:: EXERCISE BRIEF ::
Go over the entries below line by line, copying each one that contains the word "Fulton".

:: TASK MATERIAL ::

===============

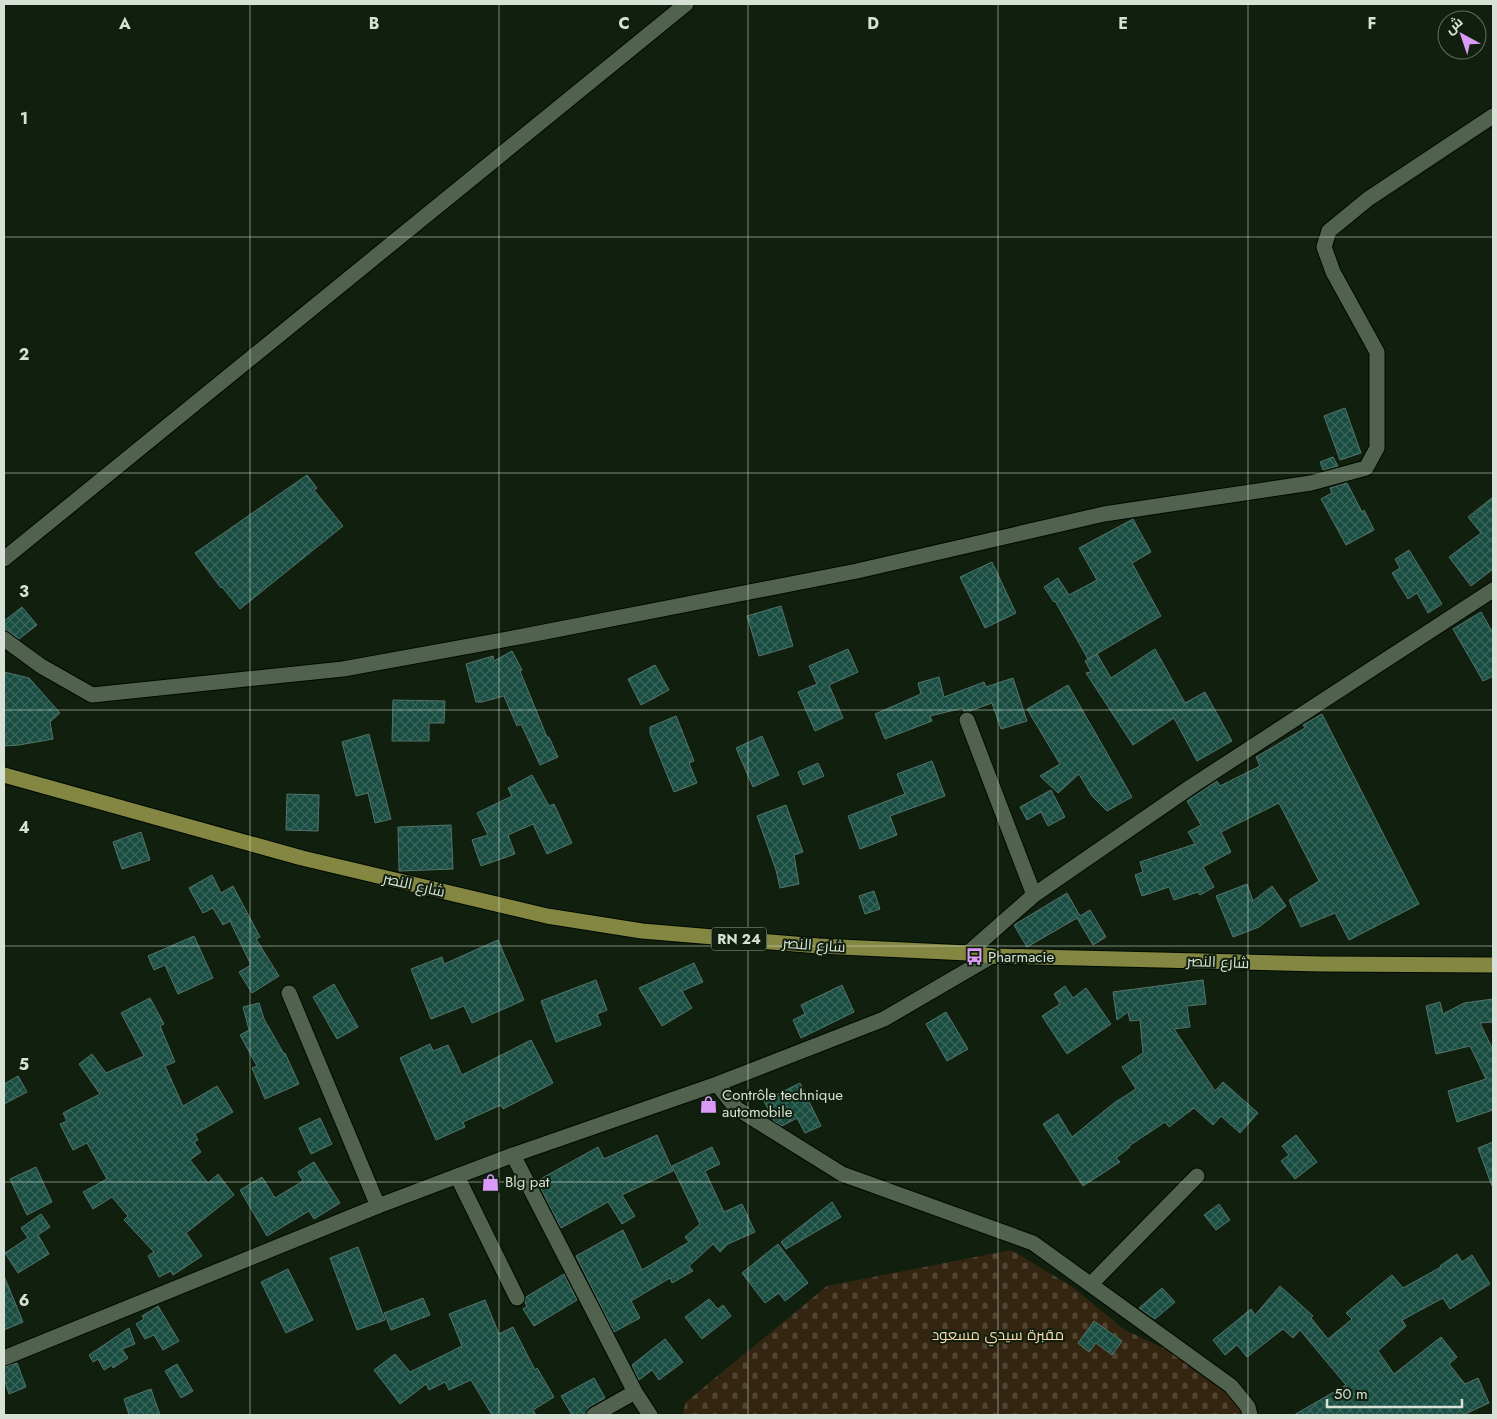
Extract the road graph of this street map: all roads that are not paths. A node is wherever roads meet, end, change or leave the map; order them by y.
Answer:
1 (686, 4) edge
2 (1493, 116) edge
3 (4, 559) edge
4 (1493, 590) edge
5 (4, 639) edge
6 (967, 720) dead end
7 (4, 775) edge
8 (1034, 895) junction
9 (968, 953) junction
10 (992, 956) junction
11 (1493, 965) edge
12 (289, 993) dead end
13 (717, 1084) junction
14 (513, 1155) junction
15 (457, 1176) junction
16 (1197, 1176) dead end
17 (378, 1206) junction
18 (1090, 1284) junction
19 (517, 1298) dead end
20 (4, 1358) edge
21 (635, 1392) junction
22 (594, 1415) edge
23 (650, 1415) edge
24 (1250, 1415) edge

1 - 3 street
2 - 5 street
4 - 8 street
6 - 8 street
7 - 9 main road, شارع النصر / RN 24
8 - 9 street
9 - 10 main road, شارع النصر / RN 24
10 - 11 main road, شارع النصر / RN 24
10 - 13 street
12 - 17 street
13 - 14 street
13 - 18 street
14 - 15 street
14 - 21 street
15 - 17 street
15 - 19 street
16 - 18 street
17 - 20 street
18 - 24 street
21 - 22 street
21 - 23 street

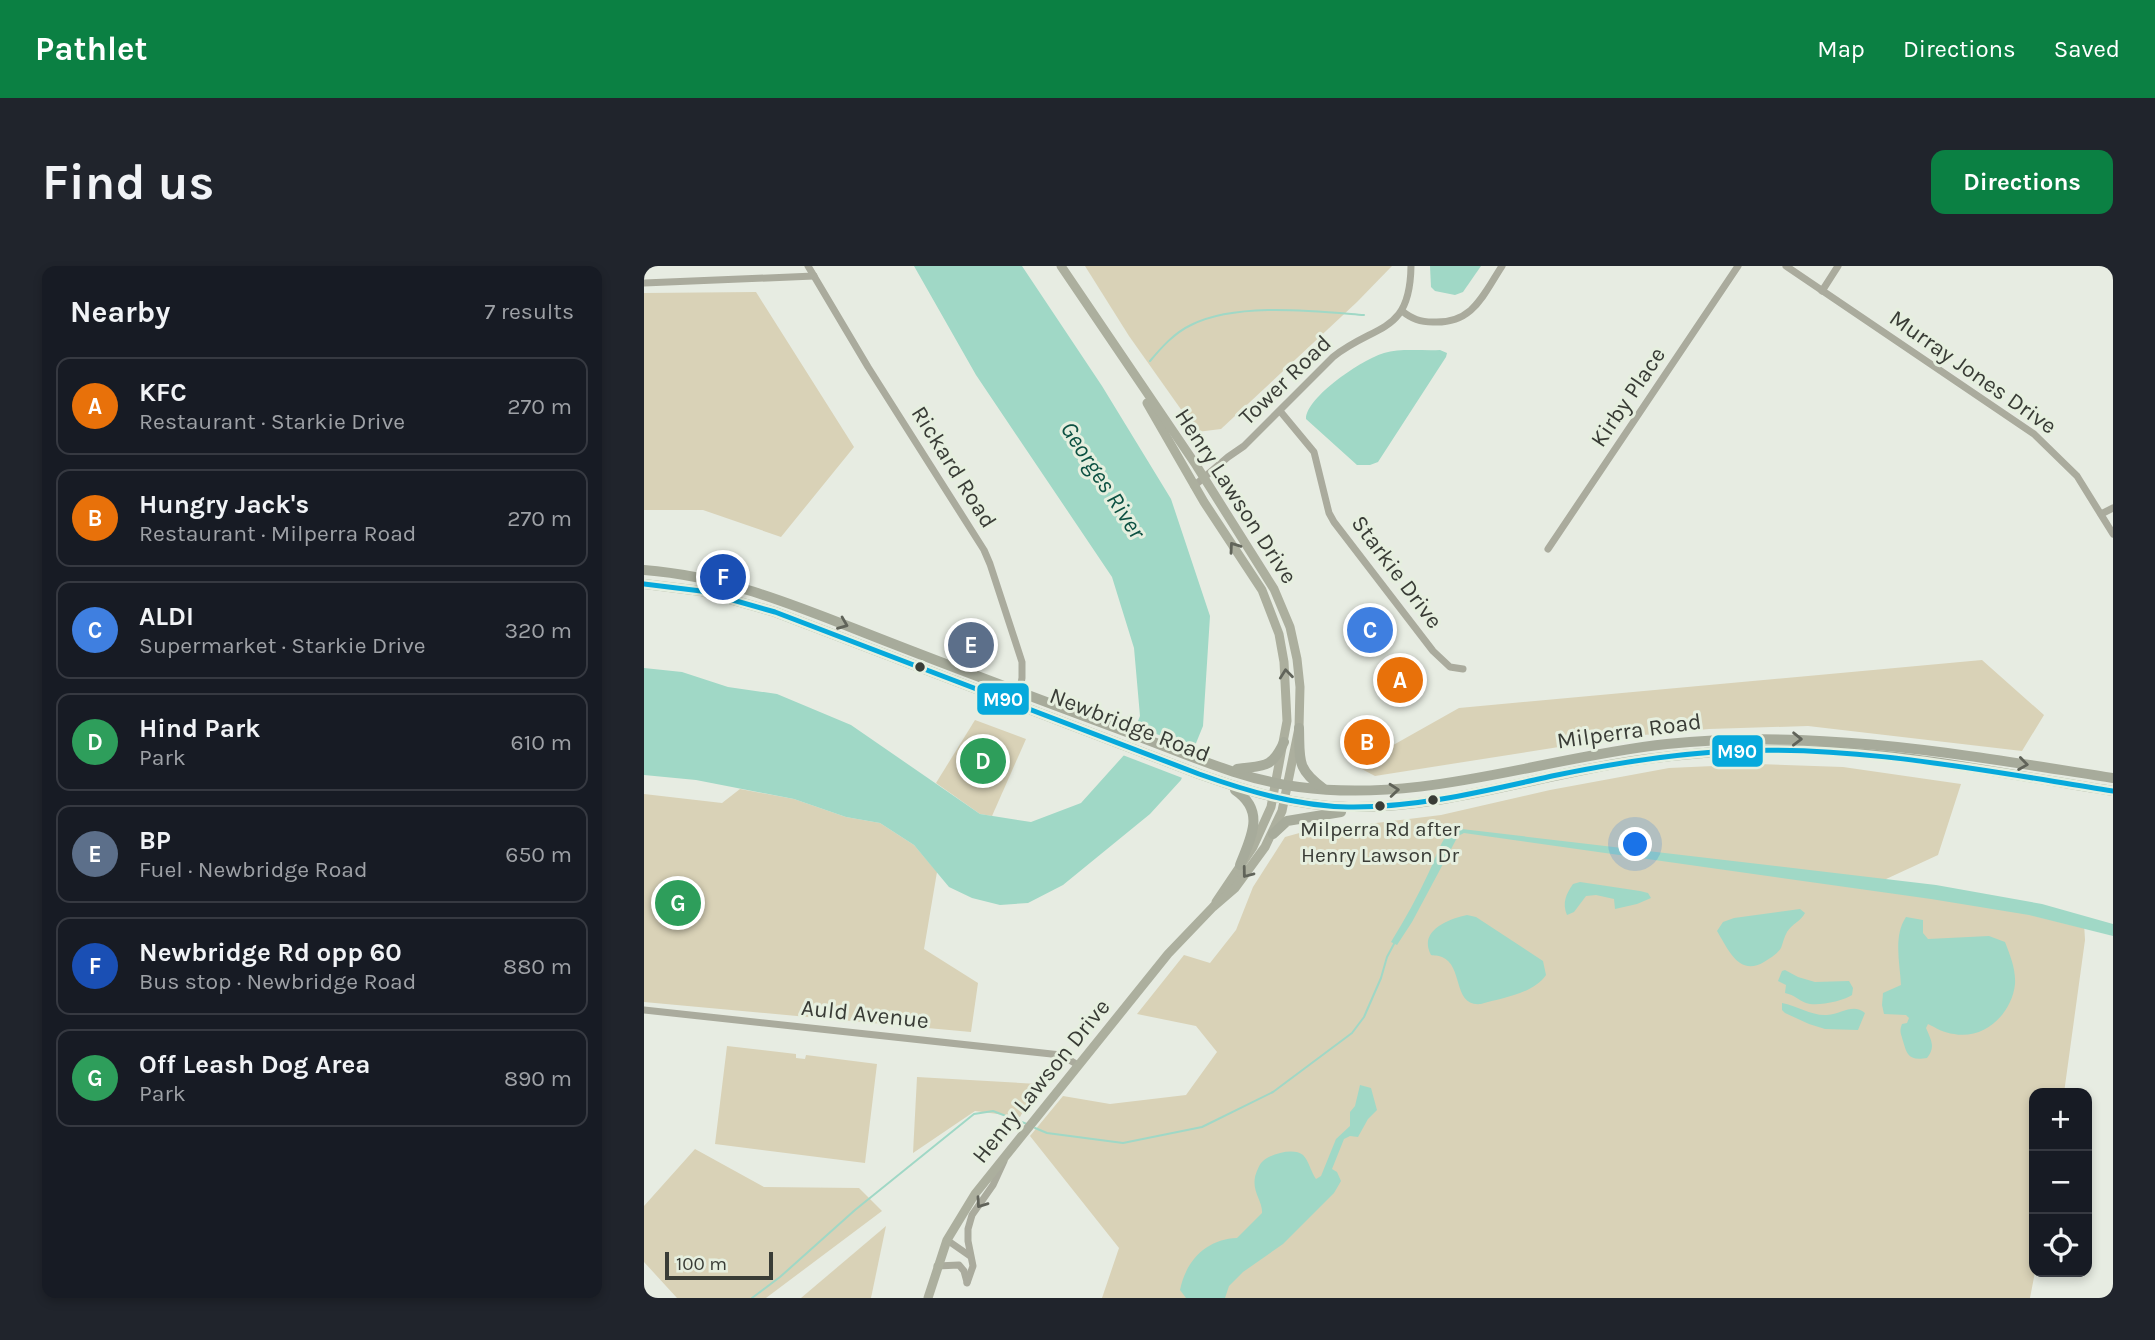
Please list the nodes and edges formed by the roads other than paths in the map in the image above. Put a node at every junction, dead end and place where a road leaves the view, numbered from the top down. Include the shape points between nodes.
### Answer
1 (808, 266) edge
2 (1060, 266) edge
3 (1411, 266) edge
4 (1502, 266) edge
5 (1738, 266) edge
6 (1786, 266) edge
7 (1838, 266) edge
8 (814, 276) junction
9 (648, 282) edge
10 (1822, 290) junction
11 (1402, 311) junction
12 (1135, 379) junction
13 (1280, 411) junction
14 (1203, 479) junction
15 (1194, 486) junction
16 (2113, 508) edge
17 (2101, 514) junction
18 (2113, 534) edge
19 (1548, 549) dead end
20 (644, 570) edge
21 (644, 584) edge
22 (1462, 670) dead end
23 (1019, 692) junction
24 (1017, 704) junction
25 (1299, 728) junction
26 (1284, 743) junction
27 (1230, 769) junction
28 (2113, 778) edge
29 (1222, 782) junction
30 (1282, 784) junction
31 (1326, 790) junction
32 (2113, 791) edge
33 (1279, 799) junction
34 (1382, 806) junction
35 (1273, 834) junction
36 (1240, 865) junction
37 (1213, 907) junction
38 (644, 1010) edge
39 (1078, 1065) junction
40 (1007, 1154) junction
41 (947, 1240) junction
42 (971, 1256) junction
43 (937, 1266) junction
44 (928, 1298) edge

1 - 8 street, Rickard Road
2 - 12 main road, Henry Lawson Drive
3 - 11 street via 1410,293
4 - 11 street via 1472,310 1456,321 1421,321
5 - 19 street, Kirby Place
6 - 10 street, Murray Jones Drive
7 - 10 street
8 - 9 street
8 - 23 street, Rickard Road via 990,564 1022,662
10 - 17 street, Murray Jones Drive via 2034,434 2077,476
11 - 13 street, Tower Road via 1384,328 1333,357
12 - 14 main road, Henry Lawson Drive
12 - 15 main road, Henry Lawson Drive
13 - 14 street, Tower Road
13 - 22 street, Starkie Drive via 1314,452 1334,522 1433,651 1450,667
14 - 15 street, Tower Road
14 - 25 main road, Henry Lawson Drive via 1282,606 1297,659
26 -> 15 main road, Henry Lawson Drive via 1287,689 1269,606 1252,572
16 - 17 street
17 - 18 street, Murray Jones Drive
20 -> 23 highway, Newbridge Road via 702,578 780,599
21 - 24 highway, Newbridge Road via 750,603
23 - 24 street, Rickard Road
23 - 27 highway, Newbridge Road
24 - 29 highway, Newbridge Road
25 - 30 main road, Henry Lawson Drive
25 - 31 highway via 1302,769
26 - 27 highway via 1266,765
26 - 30 main road, Henry Lawson Drive
27 - 30 highway, Newbridge Road
31 -> 28 highway, Milperra Road via 1395,790 1625,749 1759,739 1872,744
29 - 33 highway, Newbridge Road
29 - 36 highway via 1242,794 1253,809 1252,833
30 - 31 highway, Milperra Road
30 - 33 main road, Henry Lawson Drive
32 - 34 highway, Milperra Road via 1909,760 1757,750 1625,762
33 - 34 highway, Milperra Road
33 - 35 main road, Henry Lawson Drive
33 - 36 main road, Henry Lawson Drive
34 - 35 highway via 1291,819
35 -> 37 main road, Henry Lawson Drive via 1245,876
36 - 37 main road, Henry Lawson Drive
37 - 39 main road, Henry Lawson Drive via 1168,954
38 - 39 street, Auld Avenue via 1061,1055
39 - 40 main road, Henry Lawson Drive
40 - 41 main road, Henry Lawson Drive via 969,1202
40 -> 42 street via 972,1215 968,1229
41 - 42 street
41 - 43 main road, Henry Lawson Drive
42 - 43 street via 967,1283 959,1265
43 - 44 main road, Henry Lawson Drive

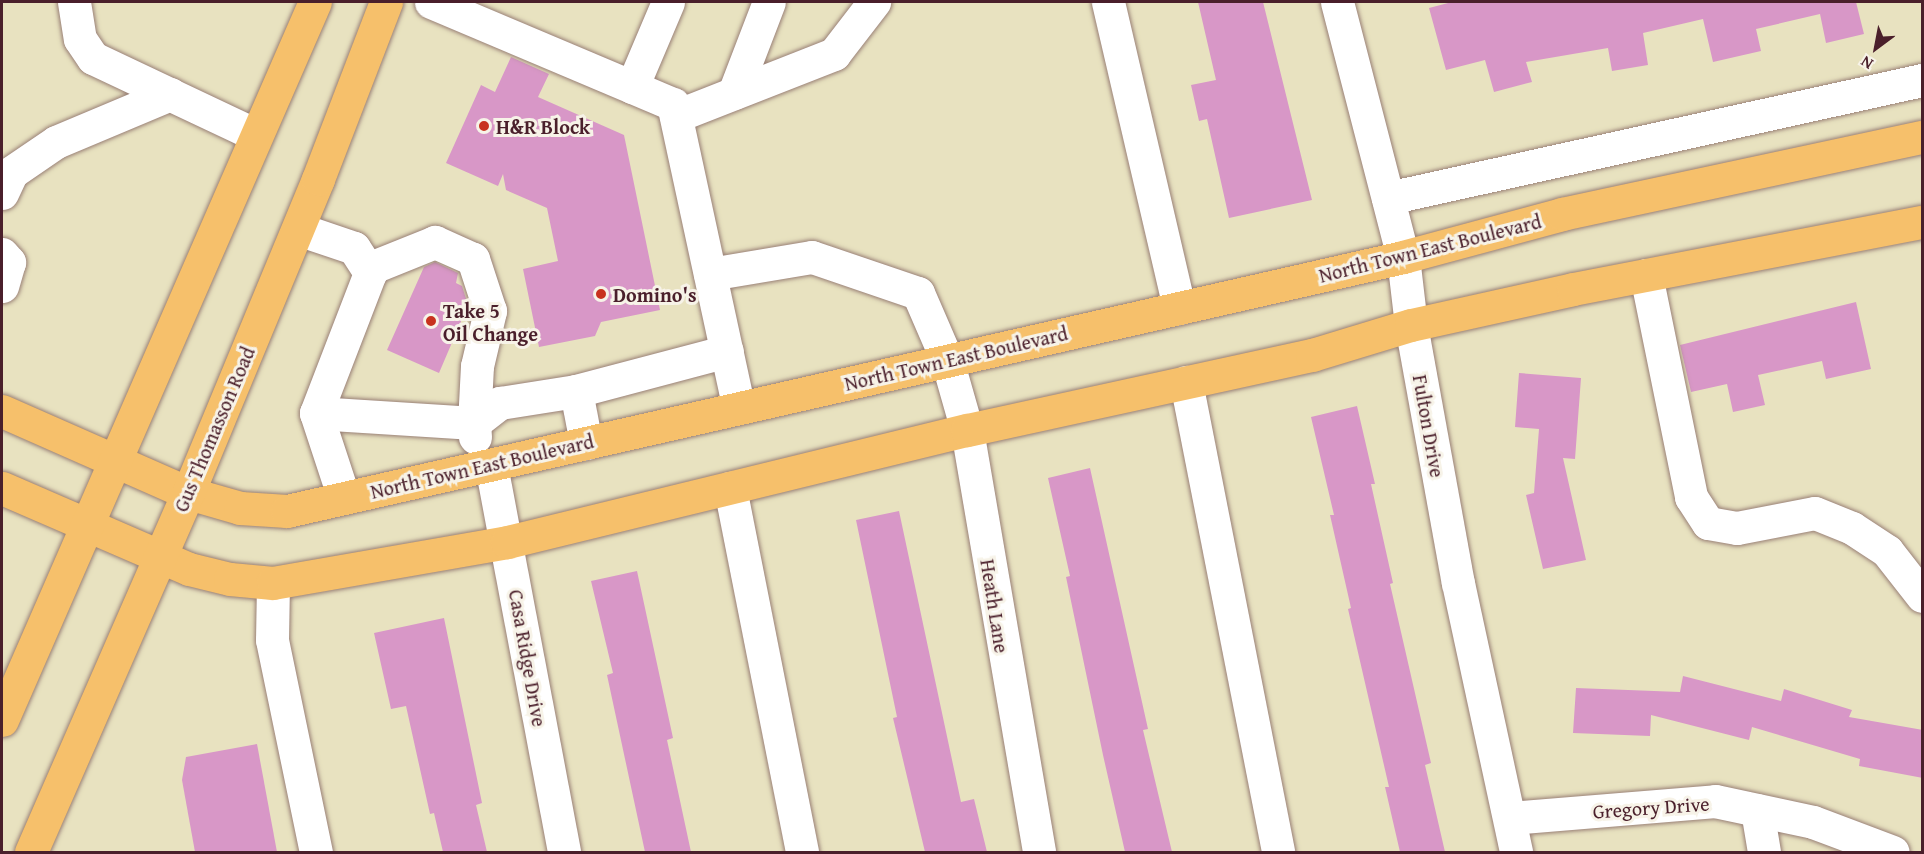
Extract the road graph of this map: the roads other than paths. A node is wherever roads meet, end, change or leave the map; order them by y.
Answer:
1 (74, 2) edge
2 (315, 2) edge
3 (386, 2) edge
4 (431, 2) edge
5 (668, 2) edge
6 (769, 2) edge
7 (874, 2) edge
8 (1108, 2) edge
9 (1336, 2) edge
10 (1923, 80) edge
11 (632, 87) junction
12 (734, 93) junction
13 (170, 94) junction
14 (676, 116) junction
15 (256, 135) junction
16 (1923, 137) edge
17 (2, 193) edge
18 (1388, 198) junction
19 (1923, 222) edge
20 (298, 229) junction
21 (2, 254) edge
22 (1403, 257) junction
23 (368, 269) junction
24 (710, 274) junction
25 (1646, 275) junction
26 (2, 286) edge
27 (1179, 308) junction
28 (1411, 326) junction
29 (727, 351) junction
30 (947, 360) junction
31 (1186, 382) junction
32 (576, 391) junction
33 (739, 408) junction
34 (2, 411) edge
35 (316, 413) junction
36 (474, 423) junction
37 (967, 430) junction
38 (586, 442) junction
39 (114, 459) junction
40 (485, 466) junction
41 (2, 488) edge
42 (730, 488) junction
43 (188, 493) junction
44 (344, 498) junction
45 (85, 524) junction
46 (507, 542) junction
47 (160, 556) junction
48 (273, 583) junction
49 (1923, 596) edge
50 (2, 720) edge
51 (1757, 810) junction
52 (1510, 818) junction
53 (31, 852) edge
54 (316, 852) edge
55 (564, 852) edge
56 (802, 852) edge
57 (1039, 852) edge
58 (1278, 852) edge
59 (1516, 852) edge
60 (1764, 852) edge
61 (1893, 852) edge

1 - 13 street
2 - 15 main road
3 - 20 main road, Gus Thomasson Road
4 - 11 street
5 - 11 street
6 - 12 street
7 - 12 street
8 - 27 street
9 - 18 street, Fulton Drive
10 - 18 street
11 - 14 street
12 - 14 street
13 - 15 street
13 - 17 street
14 - 24 street
15 - 39 main road
16 - 22 main road, North Town East Boulevard
18 - 22 street, Fulton Drive
19 - 25 main road
20 - 23 street
20 - 43 main road, Gus Thomasson Road
21 - 26 street
22 - 27 main road, North Town East Boulevard
22 - 28 street, Fulton Drive
23 - 35 street
23 - 36 street, Casa Ridge Drive
24 - 29 street
24 - 30 street, Heath Lane
25 - 28 main road
25 - 49 street
27 - 30 main road, North Town East Boulevard
28 - 31 main road
28 - 52 street, Fulton Drive
29 - 32 street
29 - 33 street
30 - 33 main road, North Town East Boulevard
30 - 37 street, Heath Lane
31 - 37 main road
31 - 58 street
32 - 36 street
32 - 38 street
33 - 38 main road, North Town East Boulevard
34 - 39 main road, North Town East Boulevard
35 - 36 street
35 - 44 street
36 - 40 street, Casa Ridge Drive
37 - 42 main road
37 - 57 street, Heath Lane
38 - 40 main road, North Town East Boulevard
39 - 43 main road, North Town East Boulevard
39 - 45 main road
40 - 44 main road, North Town East Boulevard
40 - 46 street, Casa Ridge Drive
41 - 45 main road
42 - 46 main road
42 - 56 street
43 - 44 main road, North Town East Boulevard
43 - 47 main road, Gus Thomasson Road
45 - 47 main road
45 - 50 main road
46 - 48 main road
46 - 55 street, Casa Ridge Drive
47 - 48 main road
47 - 53 main road, Gus Thomasson Road
48 - 54 street
51 - 52 street, Gregory Drive
51 - 60 street
51 - 61 street, Gregory Drive
52 - 59 street, Fulton Drive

===============

:: SOLUTION FOR THIS EXERCISE ::
9 - 18 street, Fulton Drive
18 - 22 street, Fulton Drive
22 - 28 street, Fulton Drive
28 - 52 street, Fulton Drive
52 - 59 street, Fulton Drive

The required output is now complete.